When running Classic apps under 10.2, I'm noticing very slow display performance for those Classic apps. For example, I'm running Safari, hummming along fine, it displays each page very quickly, then I bring up Outlook running under Classic, and it takes ages for the app to redraw. I haven't tested this with other Classic apps.

Is this an Outlook issue, or do all Classic apps redraw very slowly?

thanks,
S


----------



## Cheryl (Aug 28, 2003)

You could speed it up by adding more memory on your machine. 

Remember that Classic is just an emulator. Most of classic's control panels and extensions are moot - that is OS X takes over. So launching classic is like launching a large app. 
Is there a reason that you browse with Safari yet get your email in classic?


----------



## Shambo (Aug 28, 2003)

Hi Cheryl,

Thanks for your response.

Actually, I've got 1gig RAM, and it's a dual 1Ghz G4, so it should be able to handle to display load. I think I need to do some more poking around, but my gut is telling me it has something to do with how Classic apps draw to the screen and how OS X draws to the screen. Since there are OS X apps visible in the background (including the Finder), the Mac has to draw using 2 different methods. Again, I'm going to poke around a bit more, but I will definitely post my results in this thread.
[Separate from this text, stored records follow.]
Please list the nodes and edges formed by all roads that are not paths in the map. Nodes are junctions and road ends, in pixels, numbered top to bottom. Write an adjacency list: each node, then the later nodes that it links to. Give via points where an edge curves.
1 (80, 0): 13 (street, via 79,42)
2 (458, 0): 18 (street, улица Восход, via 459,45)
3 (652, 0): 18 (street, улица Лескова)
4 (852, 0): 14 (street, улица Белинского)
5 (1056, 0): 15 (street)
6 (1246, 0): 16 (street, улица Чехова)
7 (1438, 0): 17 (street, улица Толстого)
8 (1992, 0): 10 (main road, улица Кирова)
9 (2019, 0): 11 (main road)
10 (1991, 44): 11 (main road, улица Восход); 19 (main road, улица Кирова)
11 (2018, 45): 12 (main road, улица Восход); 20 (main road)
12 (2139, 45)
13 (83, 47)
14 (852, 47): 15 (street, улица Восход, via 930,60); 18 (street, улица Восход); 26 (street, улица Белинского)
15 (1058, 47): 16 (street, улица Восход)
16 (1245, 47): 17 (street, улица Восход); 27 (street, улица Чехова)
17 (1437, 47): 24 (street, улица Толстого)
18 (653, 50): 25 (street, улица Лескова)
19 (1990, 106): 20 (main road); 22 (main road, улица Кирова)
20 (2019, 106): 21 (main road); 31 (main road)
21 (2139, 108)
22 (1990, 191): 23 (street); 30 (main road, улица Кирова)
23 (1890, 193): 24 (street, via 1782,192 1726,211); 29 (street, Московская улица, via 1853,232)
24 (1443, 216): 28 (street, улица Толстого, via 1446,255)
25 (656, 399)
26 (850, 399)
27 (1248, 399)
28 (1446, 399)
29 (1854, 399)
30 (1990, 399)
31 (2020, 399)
BTW, it's my office machine, they force us to use Outlook for corporate email, but we can use whatever we want for browsing.

thanks again,
Shambo


----------



## Cheryl (Aug 28, 2003)

There is an Outlook version for OS X.  

Can you boot in OS 9? If so, then do so and check the memory control panel. Virtual memory should be on and left at default.  Yes, even with that amount of RAM.  It makes a difference in X and classic mode. 
You have to restart in OS 9 for changes to take affect. Then restart back to X. 

While in 9, check the memory allocation for Outlook. Boost the preferred memory allocation. That just might help.


----------



## DeltaMac (Aug 28, 2003)

Cheryl, where have you seen an OS X Outlook client?  Also, 1 GB of RAM or more cannot use virtual memory in OS 9, it's just not allowed.  But certainly more memory allocated to most OS 9 apps is a good thing.  There are common video artifacts between many Classic apps and OS X.  There is a list (quite a large list, really) that I have used to disable unneeded control panels and extensions, which makes a noticeable increase in the performance of Classic (I've lost track of my own copy, but it's around on the  troubleshooting sites, maybe even this one.)  Sometimes a simple restart of Classic can have a good effect, you can do that directly from the Classic pref pane.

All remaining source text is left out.